東京移転が転機となった働きやすい環境づくり

 この東京本社移転問題は、経営陣の新たなテーマ創出のきっかけにもなった。社員の反発や戸惑いを目の当たりにし、レベルの高いサービスの提供だけでなく、社員の働きやすさにも会社全体として取り組んでいく必要性を実感したのだ。そこで、東京本社開設に先駆けて経営品質向上活動の取組を開始。これは、社員の意見を吸い上げ、働きやすい環境をつくるための活動で、その一環として車座会議が行われている。
 この車座会議では会社を取り巻く情勢の変化やその時々の課題や話題に関して少人数グループでディスカッションが交わされ、さらには社長と直接対話する。企画・運営を担当するのが、入社8年目の瀬戸貴博さん。通常業務に加えてこの車座会議の運営を任されたこともあって、はじめはあまり積極的になれなかったそうだが、続けていくうちに「社員の働きやすい環境のためにもっと会議を活性化させたい」と考えるようになったという。
 「普段はお客様先にいるので、なかなか顔を合わせられない社員も多いんです。車座会議で集まるようになって、本音で意見を言い合えるようになってきました。

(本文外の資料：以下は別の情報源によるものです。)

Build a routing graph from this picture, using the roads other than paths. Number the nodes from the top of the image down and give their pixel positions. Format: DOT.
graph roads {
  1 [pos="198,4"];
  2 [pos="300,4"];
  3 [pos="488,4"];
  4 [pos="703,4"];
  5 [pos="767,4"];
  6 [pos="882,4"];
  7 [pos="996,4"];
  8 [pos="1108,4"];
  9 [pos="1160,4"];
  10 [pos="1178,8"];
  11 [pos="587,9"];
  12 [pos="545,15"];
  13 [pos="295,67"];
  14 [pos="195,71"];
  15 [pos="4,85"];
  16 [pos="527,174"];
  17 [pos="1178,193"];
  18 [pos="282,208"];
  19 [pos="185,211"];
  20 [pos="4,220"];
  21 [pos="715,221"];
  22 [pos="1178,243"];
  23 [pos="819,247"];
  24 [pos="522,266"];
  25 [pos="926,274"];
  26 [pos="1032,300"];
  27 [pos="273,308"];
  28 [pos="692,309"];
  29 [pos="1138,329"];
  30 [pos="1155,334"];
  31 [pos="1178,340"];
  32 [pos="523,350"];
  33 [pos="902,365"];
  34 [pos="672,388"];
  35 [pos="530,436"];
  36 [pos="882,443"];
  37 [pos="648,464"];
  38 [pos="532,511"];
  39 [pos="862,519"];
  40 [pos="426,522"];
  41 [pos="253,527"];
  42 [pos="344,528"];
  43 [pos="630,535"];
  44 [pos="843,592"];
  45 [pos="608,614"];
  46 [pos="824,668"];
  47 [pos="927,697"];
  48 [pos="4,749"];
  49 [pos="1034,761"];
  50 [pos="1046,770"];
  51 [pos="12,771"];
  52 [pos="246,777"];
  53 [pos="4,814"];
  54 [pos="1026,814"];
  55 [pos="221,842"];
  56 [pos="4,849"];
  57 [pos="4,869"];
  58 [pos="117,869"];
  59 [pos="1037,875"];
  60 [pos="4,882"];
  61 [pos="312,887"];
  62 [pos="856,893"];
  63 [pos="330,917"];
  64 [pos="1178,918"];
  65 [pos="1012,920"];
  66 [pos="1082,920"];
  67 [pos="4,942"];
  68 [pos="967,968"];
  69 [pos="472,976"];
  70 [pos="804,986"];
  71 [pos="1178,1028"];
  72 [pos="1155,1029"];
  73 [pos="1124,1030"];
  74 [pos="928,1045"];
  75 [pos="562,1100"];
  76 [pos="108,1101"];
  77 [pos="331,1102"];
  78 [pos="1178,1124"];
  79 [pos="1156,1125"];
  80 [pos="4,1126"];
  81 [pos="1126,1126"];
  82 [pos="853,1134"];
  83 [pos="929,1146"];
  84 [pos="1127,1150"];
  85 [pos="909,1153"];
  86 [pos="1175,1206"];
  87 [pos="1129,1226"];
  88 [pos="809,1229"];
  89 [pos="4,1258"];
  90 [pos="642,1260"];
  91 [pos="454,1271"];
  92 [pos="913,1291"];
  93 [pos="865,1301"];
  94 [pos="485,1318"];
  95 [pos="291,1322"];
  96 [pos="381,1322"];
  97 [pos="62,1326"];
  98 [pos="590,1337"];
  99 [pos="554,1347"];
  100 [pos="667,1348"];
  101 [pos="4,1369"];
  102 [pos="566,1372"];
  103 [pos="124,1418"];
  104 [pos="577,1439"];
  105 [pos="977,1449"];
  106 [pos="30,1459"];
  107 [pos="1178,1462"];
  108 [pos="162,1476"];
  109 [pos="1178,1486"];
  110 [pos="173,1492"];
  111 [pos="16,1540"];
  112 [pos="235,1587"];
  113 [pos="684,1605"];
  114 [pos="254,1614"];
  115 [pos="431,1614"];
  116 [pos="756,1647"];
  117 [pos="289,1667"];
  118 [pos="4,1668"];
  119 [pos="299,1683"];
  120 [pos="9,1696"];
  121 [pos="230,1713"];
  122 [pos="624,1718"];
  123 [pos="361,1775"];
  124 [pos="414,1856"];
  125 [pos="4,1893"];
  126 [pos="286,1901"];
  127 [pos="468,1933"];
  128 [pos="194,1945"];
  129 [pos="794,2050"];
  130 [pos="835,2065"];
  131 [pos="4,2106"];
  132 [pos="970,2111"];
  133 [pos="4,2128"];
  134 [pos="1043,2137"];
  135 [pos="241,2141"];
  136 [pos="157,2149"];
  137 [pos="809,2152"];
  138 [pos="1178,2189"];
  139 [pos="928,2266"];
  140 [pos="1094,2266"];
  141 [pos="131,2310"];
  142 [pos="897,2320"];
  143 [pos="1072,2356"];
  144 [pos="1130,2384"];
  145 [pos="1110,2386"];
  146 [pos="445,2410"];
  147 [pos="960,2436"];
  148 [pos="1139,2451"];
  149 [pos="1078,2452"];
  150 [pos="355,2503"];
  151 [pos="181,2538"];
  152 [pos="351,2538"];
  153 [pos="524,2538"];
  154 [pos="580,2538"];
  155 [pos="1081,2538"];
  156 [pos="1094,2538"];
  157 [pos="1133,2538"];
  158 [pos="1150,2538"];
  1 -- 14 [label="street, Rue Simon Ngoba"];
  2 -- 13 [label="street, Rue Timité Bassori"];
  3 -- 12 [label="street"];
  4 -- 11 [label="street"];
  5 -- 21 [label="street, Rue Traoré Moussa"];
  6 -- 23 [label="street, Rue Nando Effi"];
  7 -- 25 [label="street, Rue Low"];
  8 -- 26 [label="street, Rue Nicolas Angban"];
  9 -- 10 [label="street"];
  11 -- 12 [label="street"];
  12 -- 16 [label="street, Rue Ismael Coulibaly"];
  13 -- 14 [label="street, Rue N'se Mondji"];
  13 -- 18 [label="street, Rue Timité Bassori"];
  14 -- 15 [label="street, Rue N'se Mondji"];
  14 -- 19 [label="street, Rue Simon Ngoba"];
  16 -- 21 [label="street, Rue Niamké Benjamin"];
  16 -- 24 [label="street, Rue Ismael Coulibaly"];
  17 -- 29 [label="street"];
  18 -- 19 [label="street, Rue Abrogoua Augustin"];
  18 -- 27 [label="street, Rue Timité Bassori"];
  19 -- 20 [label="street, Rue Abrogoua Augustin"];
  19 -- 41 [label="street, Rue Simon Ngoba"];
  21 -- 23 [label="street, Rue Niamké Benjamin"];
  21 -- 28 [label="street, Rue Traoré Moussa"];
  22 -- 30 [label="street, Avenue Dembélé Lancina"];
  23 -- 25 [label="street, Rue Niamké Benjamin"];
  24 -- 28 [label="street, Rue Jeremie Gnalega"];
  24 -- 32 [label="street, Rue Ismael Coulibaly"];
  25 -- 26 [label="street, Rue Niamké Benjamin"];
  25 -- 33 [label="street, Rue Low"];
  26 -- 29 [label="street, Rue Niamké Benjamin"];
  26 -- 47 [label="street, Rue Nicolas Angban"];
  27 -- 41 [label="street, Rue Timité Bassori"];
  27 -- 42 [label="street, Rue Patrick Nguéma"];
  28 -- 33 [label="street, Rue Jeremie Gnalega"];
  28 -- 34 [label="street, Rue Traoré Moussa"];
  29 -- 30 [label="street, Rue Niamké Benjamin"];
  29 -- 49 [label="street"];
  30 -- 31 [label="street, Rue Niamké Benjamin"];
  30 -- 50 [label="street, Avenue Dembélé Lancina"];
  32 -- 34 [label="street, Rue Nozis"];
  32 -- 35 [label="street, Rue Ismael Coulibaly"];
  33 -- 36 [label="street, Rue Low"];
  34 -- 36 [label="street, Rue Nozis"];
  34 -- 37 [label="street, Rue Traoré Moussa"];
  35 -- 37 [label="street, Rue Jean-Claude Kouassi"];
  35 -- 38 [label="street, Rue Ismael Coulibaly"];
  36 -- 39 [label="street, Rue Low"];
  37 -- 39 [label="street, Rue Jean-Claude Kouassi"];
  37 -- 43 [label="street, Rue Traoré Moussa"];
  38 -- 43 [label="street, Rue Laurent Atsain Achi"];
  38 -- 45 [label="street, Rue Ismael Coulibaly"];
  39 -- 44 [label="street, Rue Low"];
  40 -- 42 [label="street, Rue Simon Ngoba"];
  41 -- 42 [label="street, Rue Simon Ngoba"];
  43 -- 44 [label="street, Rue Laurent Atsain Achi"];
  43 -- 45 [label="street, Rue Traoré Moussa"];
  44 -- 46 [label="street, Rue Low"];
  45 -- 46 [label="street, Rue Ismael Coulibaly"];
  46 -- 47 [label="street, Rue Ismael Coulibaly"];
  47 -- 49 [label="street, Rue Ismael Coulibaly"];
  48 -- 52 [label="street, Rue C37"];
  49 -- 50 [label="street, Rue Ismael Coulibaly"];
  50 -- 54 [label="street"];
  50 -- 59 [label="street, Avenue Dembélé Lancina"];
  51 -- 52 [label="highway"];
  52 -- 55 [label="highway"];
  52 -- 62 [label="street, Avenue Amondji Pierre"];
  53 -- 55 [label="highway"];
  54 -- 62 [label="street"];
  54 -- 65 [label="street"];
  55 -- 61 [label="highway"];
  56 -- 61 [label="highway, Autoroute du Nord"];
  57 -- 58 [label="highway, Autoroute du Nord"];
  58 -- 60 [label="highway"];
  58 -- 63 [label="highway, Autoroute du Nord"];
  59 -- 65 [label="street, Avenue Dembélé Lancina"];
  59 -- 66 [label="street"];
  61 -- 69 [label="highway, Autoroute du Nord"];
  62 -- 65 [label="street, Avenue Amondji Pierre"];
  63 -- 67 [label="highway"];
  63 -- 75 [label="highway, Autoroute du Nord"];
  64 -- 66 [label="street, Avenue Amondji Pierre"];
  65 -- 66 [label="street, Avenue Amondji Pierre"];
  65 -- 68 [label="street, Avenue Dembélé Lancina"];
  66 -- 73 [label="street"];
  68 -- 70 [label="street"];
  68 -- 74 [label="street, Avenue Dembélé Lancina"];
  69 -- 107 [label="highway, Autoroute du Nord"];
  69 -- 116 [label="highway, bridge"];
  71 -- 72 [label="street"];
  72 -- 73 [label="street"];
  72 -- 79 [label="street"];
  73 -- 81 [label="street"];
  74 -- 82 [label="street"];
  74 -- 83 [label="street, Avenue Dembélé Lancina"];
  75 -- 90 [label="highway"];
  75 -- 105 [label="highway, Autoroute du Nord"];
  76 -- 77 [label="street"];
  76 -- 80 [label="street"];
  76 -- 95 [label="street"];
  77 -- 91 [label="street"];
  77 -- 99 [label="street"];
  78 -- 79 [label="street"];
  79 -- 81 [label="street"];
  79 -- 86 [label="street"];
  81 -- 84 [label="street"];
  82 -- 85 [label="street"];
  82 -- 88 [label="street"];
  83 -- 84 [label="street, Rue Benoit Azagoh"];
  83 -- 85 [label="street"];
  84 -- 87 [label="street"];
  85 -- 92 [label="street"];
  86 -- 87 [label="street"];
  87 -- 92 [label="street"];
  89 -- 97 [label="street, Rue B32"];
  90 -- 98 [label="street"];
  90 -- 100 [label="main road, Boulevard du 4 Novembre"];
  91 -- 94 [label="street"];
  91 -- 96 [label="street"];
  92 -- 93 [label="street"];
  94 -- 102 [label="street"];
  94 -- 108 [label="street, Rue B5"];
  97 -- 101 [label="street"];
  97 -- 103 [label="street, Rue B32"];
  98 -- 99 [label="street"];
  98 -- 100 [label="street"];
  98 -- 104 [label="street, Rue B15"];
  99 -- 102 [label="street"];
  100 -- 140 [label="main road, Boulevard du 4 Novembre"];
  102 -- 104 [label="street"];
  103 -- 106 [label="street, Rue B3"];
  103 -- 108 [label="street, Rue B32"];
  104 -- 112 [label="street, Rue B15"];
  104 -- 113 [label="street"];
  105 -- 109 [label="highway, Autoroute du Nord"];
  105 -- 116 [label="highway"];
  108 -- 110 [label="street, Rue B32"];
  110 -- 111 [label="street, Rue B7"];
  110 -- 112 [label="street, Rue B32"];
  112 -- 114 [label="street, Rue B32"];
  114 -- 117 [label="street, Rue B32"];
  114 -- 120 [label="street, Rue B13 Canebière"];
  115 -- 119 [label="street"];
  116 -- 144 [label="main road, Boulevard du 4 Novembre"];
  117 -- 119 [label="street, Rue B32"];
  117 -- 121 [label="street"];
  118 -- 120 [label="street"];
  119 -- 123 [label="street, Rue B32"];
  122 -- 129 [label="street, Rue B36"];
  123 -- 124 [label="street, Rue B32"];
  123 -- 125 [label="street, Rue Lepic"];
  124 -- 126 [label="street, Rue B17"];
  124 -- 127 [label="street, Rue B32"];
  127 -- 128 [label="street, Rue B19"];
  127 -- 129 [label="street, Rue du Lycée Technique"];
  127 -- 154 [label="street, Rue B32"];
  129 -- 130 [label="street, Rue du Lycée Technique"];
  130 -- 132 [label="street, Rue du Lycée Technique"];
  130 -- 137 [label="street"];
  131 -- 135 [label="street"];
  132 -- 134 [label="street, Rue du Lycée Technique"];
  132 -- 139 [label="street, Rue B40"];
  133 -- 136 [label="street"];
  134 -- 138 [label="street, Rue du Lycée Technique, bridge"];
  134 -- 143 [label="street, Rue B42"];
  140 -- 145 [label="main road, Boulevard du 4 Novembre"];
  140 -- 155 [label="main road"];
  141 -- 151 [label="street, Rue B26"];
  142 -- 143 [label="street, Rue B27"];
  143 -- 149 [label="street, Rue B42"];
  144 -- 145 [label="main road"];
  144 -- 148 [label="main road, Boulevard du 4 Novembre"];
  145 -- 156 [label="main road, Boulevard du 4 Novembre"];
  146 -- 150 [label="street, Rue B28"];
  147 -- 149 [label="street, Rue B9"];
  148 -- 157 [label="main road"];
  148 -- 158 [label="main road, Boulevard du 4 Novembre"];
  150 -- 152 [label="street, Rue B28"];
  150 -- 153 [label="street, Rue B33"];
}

社としての課題や話題を共有することで『サンネットの一員』という意識が強くなり、もっと会社にコミットしたいと思うようになりましたね。それは他の社員も同じで、会議の雰囲気がどんどん良くなっているのを実感しています」(瀬戸さん)

body2-1.jpg社長と直接対話する車座会議では、社員の意見が活発に飛び交う

社員の声を実現する社員提言制度

 社員提言制度とは、社員一人ひとりが、会社のシステムや事業についての問題点や改善点を気軽に提言できる経営品質向上活動の1つだ。そこで生まれたユニークなイベントが、毎日15時のラジオ体操である。
 「長時間パソコンに向かう仕事ですから、肩や腰の疲れを取るのにちょうどいい。眠くなってくる時間でもありますから、体を動かすことで眠気が覚めて、作業効率が高くなっていると思います」
 企画総務部長の片岡秀文さんはラジオ体操の効果をこう語る。朝ではなく15時の体操というのは珍しいように思えるが、社員のリフレッシュには最適の時間なのだろう。さらに、仕事の手を止めて集まることで社員同士のコミュニケーションの時間にもなるなど、思わぬ副産物も生まれている。
 その他にも、時間外の顧客からの呼び出しや、それに応じて生じる時間外労働に関して把握できるシステムを作ったり、災害用にヘルメットを備えたりと、さまざまな取組が実現されている。社員が気軽に意見を上げられる環境と、それを実行するフットワークの軽さも、同社の魅力といえるだろう。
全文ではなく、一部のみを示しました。